いつも忘れ物をする私達は、

忘れ物もなく、


暑くて、


一休みしてた。



新緑がみずみずしく、

何度も行っているキャンプ場なのに季節毎の表情で違って見える景色の中で

4月までの狂おしく忙しかった生活から暫し解放され、


真新しい結婚指輪がぎこちなく光る。







生野菜を好むM君が私がよく作るサラダを真似て盛り付けて食べる。


それからずっと、

2人座って少しの会話と、目の前に広がる景色と小川の音を聞いて、


やっと長い冬を終え、

「隣にいるのがお互い不思議だね」


まだ苗字でしか呼べないわたしは、もう何年も一緒に居たかのような2人の合う呼吸で、同じスピードで過ぎてく日常と非日常に、



幸せを感じた。


ただ座ってるだけなのに飽きなかった。


彼は結構気が強く負けず嫌いで、

できない事があると、ムキになり出来るまで少し不機嫌になりながらも、出来るまでやり込むタイプなのも、


もうなんとなくわかっていて、私と似てるねと思った。


私は私で、目の前にある木が何なのか知りたくて気がすまなくてアプリを取って調べていた。

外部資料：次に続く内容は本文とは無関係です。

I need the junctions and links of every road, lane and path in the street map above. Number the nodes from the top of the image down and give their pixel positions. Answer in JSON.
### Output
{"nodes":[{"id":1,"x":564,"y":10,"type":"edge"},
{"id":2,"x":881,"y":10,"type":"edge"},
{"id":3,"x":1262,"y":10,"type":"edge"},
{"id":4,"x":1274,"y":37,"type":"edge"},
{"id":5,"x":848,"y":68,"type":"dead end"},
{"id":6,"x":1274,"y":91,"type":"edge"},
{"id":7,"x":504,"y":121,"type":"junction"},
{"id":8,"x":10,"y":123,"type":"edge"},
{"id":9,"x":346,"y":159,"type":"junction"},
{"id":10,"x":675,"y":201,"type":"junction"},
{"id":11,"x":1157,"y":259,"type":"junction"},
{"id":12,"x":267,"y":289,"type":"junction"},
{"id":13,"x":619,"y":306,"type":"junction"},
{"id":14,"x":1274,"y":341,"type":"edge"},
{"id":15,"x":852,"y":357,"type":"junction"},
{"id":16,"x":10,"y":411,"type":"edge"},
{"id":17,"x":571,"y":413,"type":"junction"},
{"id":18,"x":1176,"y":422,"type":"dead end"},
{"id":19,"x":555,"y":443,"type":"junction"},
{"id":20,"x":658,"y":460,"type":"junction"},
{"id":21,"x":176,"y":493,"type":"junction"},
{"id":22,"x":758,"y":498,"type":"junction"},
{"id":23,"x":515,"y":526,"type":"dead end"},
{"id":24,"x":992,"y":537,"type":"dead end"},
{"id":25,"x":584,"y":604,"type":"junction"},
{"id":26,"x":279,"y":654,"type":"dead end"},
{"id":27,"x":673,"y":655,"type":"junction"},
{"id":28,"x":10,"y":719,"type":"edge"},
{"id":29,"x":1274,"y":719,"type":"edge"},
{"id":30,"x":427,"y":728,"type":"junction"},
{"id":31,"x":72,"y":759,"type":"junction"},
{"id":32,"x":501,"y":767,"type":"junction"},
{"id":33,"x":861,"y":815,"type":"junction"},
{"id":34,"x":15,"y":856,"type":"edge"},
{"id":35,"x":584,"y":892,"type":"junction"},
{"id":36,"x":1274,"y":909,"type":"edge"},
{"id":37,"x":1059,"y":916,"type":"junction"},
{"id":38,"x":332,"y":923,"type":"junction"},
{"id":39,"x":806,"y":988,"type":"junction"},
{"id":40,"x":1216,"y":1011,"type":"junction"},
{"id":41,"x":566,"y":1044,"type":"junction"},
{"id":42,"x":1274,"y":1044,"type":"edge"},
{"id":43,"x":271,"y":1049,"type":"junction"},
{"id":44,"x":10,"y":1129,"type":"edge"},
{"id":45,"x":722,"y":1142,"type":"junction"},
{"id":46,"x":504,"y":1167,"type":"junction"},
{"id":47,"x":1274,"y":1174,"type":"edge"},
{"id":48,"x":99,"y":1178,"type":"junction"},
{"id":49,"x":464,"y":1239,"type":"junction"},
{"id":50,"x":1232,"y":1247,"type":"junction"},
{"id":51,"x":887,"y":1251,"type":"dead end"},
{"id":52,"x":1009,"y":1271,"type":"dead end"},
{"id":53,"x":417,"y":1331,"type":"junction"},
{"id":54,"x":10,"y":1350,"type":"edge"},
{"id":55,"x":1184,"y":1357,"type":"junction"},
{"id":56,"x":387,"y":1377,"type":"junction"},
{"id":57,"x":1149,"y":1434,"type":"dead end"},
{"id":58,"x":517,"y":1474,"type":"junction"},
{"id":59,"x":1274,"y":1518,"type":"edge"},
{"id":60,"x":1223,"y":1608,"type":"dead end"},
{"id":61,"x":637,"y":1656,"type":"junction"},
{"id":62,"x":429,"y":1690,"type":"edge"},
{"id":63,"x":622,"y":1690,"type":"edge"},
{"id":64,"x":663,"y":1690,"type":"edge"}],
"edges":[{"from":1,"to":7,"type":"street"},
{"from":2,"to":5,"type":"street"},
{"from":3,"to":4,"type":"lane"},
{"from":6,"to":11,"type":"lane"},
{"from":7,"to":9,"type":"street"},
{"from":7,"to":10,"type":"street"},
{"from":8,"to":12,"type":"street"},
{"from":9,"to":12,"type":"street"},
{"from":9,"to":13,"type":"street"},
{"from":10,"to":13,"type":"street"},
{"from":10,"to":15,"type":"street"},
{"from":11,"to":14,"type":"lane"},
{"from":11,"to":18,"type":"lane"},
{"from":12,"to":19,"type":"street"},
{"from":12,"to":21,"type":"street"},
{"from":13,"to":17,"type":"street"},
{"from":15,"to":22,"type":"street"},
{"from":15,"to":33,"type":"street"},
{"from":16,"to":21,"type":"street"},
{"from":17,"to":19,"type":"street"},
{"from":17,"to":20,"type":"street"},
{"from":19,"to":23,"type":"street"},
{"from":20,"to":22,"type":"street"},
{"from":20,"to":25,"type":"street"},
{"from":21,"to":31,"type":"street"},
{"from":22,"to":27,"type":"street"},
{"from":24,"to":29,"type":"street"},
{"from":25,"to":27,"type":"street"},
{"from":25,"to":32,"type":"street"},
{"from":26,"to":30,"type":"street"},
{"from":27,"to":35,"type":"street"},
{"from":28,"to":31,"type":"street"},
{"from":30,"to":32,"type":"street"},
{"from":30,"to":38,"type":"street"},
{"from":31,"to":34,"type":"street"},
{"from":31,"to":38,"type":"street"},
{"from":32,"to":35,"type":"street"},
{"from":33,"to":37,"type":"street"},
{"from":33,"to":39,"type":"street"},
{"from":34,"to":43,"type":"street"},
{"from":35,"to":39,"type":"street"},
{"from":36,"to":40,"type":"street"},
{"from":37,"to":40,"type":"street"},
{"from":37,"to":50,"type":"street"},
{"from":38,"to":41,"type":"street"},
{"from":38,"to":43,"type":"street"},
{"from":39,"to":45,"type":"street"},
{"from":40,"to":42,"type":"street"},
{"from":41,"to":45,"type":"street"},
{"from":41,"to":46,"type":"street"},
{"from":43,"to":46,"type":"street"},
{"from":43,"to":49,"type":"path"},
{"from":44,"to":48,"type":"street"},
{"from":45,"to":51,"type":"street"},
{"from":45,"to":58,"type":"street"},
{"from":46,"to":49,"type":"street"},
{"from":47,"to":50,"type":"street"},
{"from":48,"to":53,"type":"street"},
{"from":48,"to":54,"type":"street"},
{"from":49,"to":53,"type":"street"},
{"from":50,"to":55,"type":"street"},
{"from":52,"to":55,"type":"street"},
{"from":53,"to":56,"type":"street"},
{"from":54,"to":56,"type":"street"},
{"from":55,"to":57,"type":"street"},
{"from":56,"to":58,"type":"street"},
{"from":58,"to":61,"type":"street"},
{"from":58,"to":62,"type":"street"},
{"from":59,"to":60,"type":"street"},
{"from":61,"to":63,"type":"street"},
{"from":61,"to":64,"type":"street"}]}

きっとこういう気持ちを、親は、最初の子には、見いだせなくて、潰してしまう。


良くなって欲しくて未熟な父と母は、自分達の良いと思ったことや、理想や価値観を、無意識に押し付けてしまい、

いい子を作り上げようと、


私にはした。

それにずっと応えようとしたことが、応えるしかない生き方からやっと解放された時、


母との関係や、蟠りの絡まる糸を解くきっかけとなった。


「私の言うことをきかないから失敗したのよ」

「あなたはなぜできない?いつまでもダメな子で、

お母さんが居なければ何も出来ないでしょう?」



その感じはモラハラに似ていた。


まとわりつく固定観念が外れた時、


母はやっと安心して私の何かから離れることが出来た。


探究心が戻ってくる、

私のやりたいことが、

大切な人と毎日こんなふうに自由にできるまで、



本当に時間がかかり、

いつしか私も自立して、


1人で歩き出そうとした時に、M君に出会えたことは、


思い切って離婚、『母が好きそうな人』

と離婚することにより、本当に愛する人2人で歩き出す私の人生に変えること、出来た。


それはきっと母は知らない。

けど、それでいい。


母の中で、「優しくていい子だったのよ」

その言葉に凝縮された、変換されたのは、本当の私をやっと母も思い出しただけで、


それを母に伝える必要はなかった。


なかなか焼けないホルモンは、

もどかしくて私達には合わず、やっぱりそれぞれなにか好きな物を作ったりする方が合っていて、


ソロデュオキャンプはちょうど良かった。

そしていつも月は明るく、


やはり今日も満月の前の日だった。

たまたまキャンセルが出て取れたキャンプ場。


フォトウェディングをしたい場所。


星座をM君に教えて、興味深く聞く彼はやはり少し幼くて、


でもいつも一生懸命私から知識を吸収し応用するのが、本当に一緒に居て心地よく、


どうしてもっと早く会えなかったんだろうね、


思わずそう彼に言った。


出身もいたところも違う私たちが、別れと出会いを繰り返し、


昨日拾った、母に渡した石のように研磨されて、

同じ海にたどり着いた、




母の手に渡る翡翠のような石。


いつまでも探していた私たちを見て母は笑って、持ち帰った。

きっとそれを瓶かなにかにアレンジして綺麗に飾るんだろうなと、


思った。


隣にいる家族の両親は、きっと私たちより若く、

それでもきちんと教育や楽しみを子供らに与えていた。


教育………。


自分一人で生きていくことが出来るだけで、健康で居れるだけでいいと、

誰もが生まれてきた時思う。


それすらも叶わない子も今の世の中には沢山いる中で、


夢を持てないなど贅沢なだけで、



自分でいつか気づく。


勿体ないから起きているわたし。








最後までお付き合い下さり大変ありがとうございます。